Dylan Klebold and Eric Harris opened fire on April 20, 1999, at Columbine High School, killing 12 students and one teacher. Another 24 were wounded before the killers took their own lives.

“There is never a day that goes by where I don’t think of the people that Dylan harmed,” she said.

“You used the word ‘harmed,’” Sawyer noted.

“I think it’s easier for me to say harmed than killed, and it’s still hard for me after all this time,” Klebold added. “It is very hard to live with the fact that someone you loved and raised has brutally killed people in such a horrific way.”

Klebold told Sawyer the tragedy changed her own perspectives about why she didn’t notice anything amiss in her son.

“I think we like to believe that our love and our understanding is protective, and that ‘if anything were wrong with my kids, I would know,’ but I didn’t know,” she said. “And– it’s very hard to live with that.”

“I felt that I was a good mom… That he would, he could talk to me about anything,” Klebold added. “Part of the shock of this was that learning that what I believed and how I lived and how I parented was– an invention in my own mind.
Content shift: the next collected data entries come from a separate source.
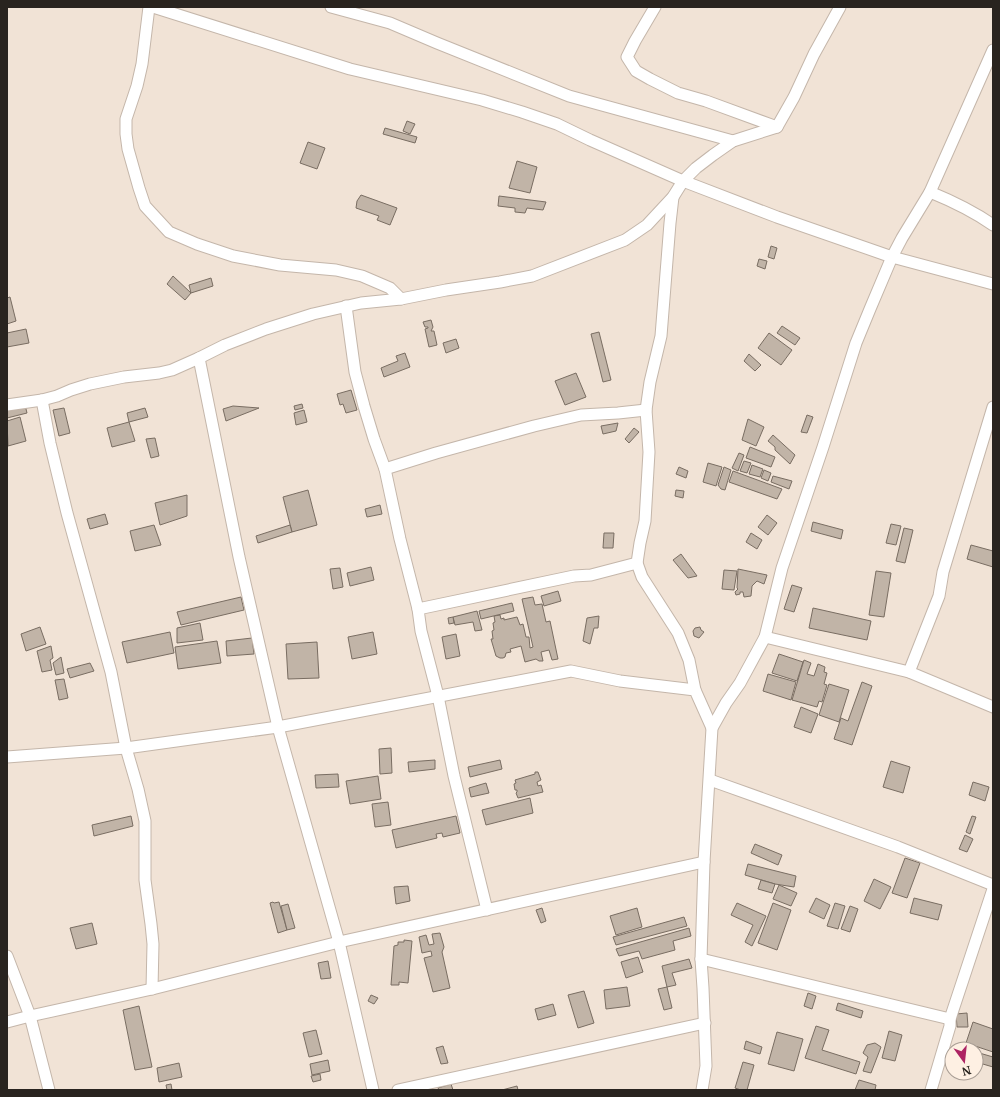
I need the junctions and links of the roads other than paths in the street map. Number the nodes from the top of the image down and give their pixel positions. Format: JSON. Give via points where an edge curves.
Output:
{"nodes":[{"id":1,"x":149,"y":7,"type":"edge"},
{"id":2,"x":153,"y":7,"type":"edge"},
{"id":3,"x":331,"y":7,"type":"edge"},
{"id":4,"x":655,"y":7,"type":"edge"},
{"id":5,"x":840,"y":7,"type":"edge"},
{"id":6,"x":993,"y":50,"type":"edge"},
{"id":7,"x":776,"y":127,"type":"junction"},
{"id":8,"x":733,"y":141,"type":"junction"},
{"id":9,"x":683,"y":181,"type":"junction"},
{"id":10,"x":930,"y":192,"type":"junction"},
{"id":11,"x":673,"y":197,"type":"junction"},
{"id":12,"x":993,"y":225,"type":"edge"},
{"id":13,"x":892,"y":258,"type":"junction"},
{"id":14,"x":993,"y":284,"type":"edge"},
{"id":15,"x":401,"y":299,"type":"junction"},
{"id":16,"x":346,"y":306,"type":"junction"},
{"id":17,"x":199,"y":358,"type":"junction"},
{"id":18,"x":42,"y":400,"type":"junction"},
{"id":19,"x":7,"y":405,"type":"edge"},
{"id":20,"x":993,"y":407,"type":"edge"},
{"id":21,"x":646,"y":410,"type":"junction"},
{"id":22,"x":385,"y":468,"type":"junction"},
{"id":23,"x":637,"y":563,"type":"junction"},
{"id":24,"x":418,"y":609,"type":"junction"},
{"id":25,"x":765,"y":637,"type":"junction"},
{"id":26,"x":909,"y":672,"type":"junction"},
{"id":27,"x":695,"y":690,"type":"junction"},
{"id":28,"x":438,"y":696,"type":"junction"},
{"id":29,"x":993,"y":707,"type":"edge"},
{"id":30,"x":278,"y":727,"type":"junction"},
{"id":31,"x":712,"y":728,"type":"junction"},
{"id":32,"x":126,"y":748,"type":"junction"},
{"id":33,"x":7,"y":757,"type":"edge"},
{"id":34,"x":710,"y":780,"type":"junction"},
{"id":35,"x":704,"y":862,"type":"junction"},
{"id":36,"x":993,"y":885,"type":"edge"},
{"id":37,"x":993,"y":889,"type":"edge"},
{"id":38,"x":486,"y":910,"type":"junction"},
{"id":39,"x":339,"y":942,"type":"junction"},
{"id":40,"x":7,"y":956,"type":"edge"},
{"id":41,"x":701,"y":959,"type":"junction"},
{"id":42,"x":152,"y":989,"type":"junction"},
{"id":43,"x":30,"y":1016,"type":"junction"},
{"id":44,"x":950,"y":1019,"type":"junction"},
{"id":45,"x":7,"y":1022,"type":"edge"},
{"id":46,"x":705,"y":1023,"type":"junction"},
{"id":47,"x":49,"y":1090,"type":"edge"},
{"id":48,"x":373,"y":1090,"type":"edge"},
{"id":49,"x":398,"y":1090,"type":"edge"},
{"id":50,"x":702,"y":1090,"type":"edge"},
{"id":51,"x":931,"y":1090,"type":"edge"}],
"edges":[{"from":1,"to":15,"type":"street","via":[[142,64],[126,119],[128,149],[145,206],[169,232],[197,244],[233,256],[362,276],[390,288]]},
{"from":2,"to":9,"type":"street","via":[[350,69],[482,100],[529,114],[557,124]]},
{"from":3,"to":8,"type":"street","via":[[390,23],[569,96]]},
{"from":4,"to":7,"type":"street","via":[[627,57],[636,71],[678,93]]},
{"from":5,"to":7,"type":"street"},
{"from":6,"to":10,"type":"street"},
{"from":7,"to":8,"type":"street"},
{"from":8,"to":9,"type":"street","via":[[696,168]]},
{"from":9,"to":11,"type":"street"},
{"from":9,"to":13,"type":"street"},
{"from":10,"to":12,"type":"street","via":[[978,214]]},
{"from":10,"to":13,"type":"street"},
{"from":11,"to":15,"type":"street","via":[[647,225],[625,240],[532,276]]},
{"from":11,"to":21,"type":"street","via":[[661,336]]},
{"from":13,"to":14,"type":"street"},
{"from":13,"to":25,"type":"street","via":[[856,343],[782,568]]},
{"from":15,"to":16,"type":"street"},
{"from":16,"to":17,"type":"street","via":[[266,329]]},
{"from":16,"to":22,"type":"street","via":[[355,372]]},
{"from":17,"to":18,"type":"street","via":[[172,370],[90,384]]},
{"from":17,"to":30,"type":"street","via":[[239,557]]},
{"from":18,"to":19,"type":"street"},
{"from":18,"to":32,"type":"street","via":[[66,513],[111,672]]},
{"from":20,"to":26,"type":"street","via":[[943,572],[939,596]]},
{"from":21,"to":22,"type":"street","via":[[581,415]]},
{"from":21,"to":23,"type":"street","via":[[648,459],[645,521]]},
{"from":22,"to":24,"type":"street"},
{"from":23,"to":24,"type":"street","via":[[591,575],[574,576]]},
{"from":23,"to":27,"type":"street","via":[[642,576],[678,633],[689,660]]},
{"from":24,"to":28,"type":"street","via":[[421,631]]},
{"from":25,"to":26,"type":"street"},
{"from":25,"to":31,"type":"street"},
{"from":26,"to":29,"type":"street"},
{"from":27,"to":28,"type":"street","via":[[571,671]]},
{"from":27,"to":31,"type":"street"},
{"from":28,"to":30,"type":"street"},
{"from":28,"to":38,"type":"street"},
{"from":30,"to":32,"type":"street"},
{"from":30,"to":39,"type":"street"},
{"from":31,"to":34,"type":"street"},
{"from":32,"to":33,"type":"street"},
{"from":32,"to":42,"type":"street","via":[[145,820],[145,880],[153,944]]},
{"from":34,"to":35,"type":"street"},
{"from":34,"to":36,"type":"street","via":[[898,847]]},
{"from":35,"to":38,"type":"street"},
{"from":35,"to":41,"type":"street"},
{"from":37,"to":44,"type":"street"},
{"from":38,"to":39,"type":"street"},
{"from":39,"to":42,"type":"street"},
{"from":39,"to":48,"type":"street"},
{"from":40,"to":43,"type":"street"},
{"from":41,"to":44,"type":"street"},
{"from":41,"to":46,"type":"street"},
{"from":42,"to":43,"type":"street"},
{"from":43,"to":45,"type":"street"},
{"from":43,"to":47,"type":"street"},
{"from":44,"to":51,"type":"street"},
{"from":46,"to":49,"type":"street"},
{"from":46,"to":50,"type":"street","via":[[706,1066]]}]}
That it, it was a completely different world that he was living in.”

According to CNN, Anne Marie Hochhalter, who was paralyzed after being shot in the massacre wrote a Facebook post directed to the mother, saying “I have forgiven you and only wish you the best.”

The interview, her first, coincides with the Feb. 15 release of Klebold’s new memoir, “A Mother’s Reckoning: Living in the Aftermath of Tragedy.”

The profits of Sue Klebold’s book will go towards research and charitable foundations focusing on mental health issues.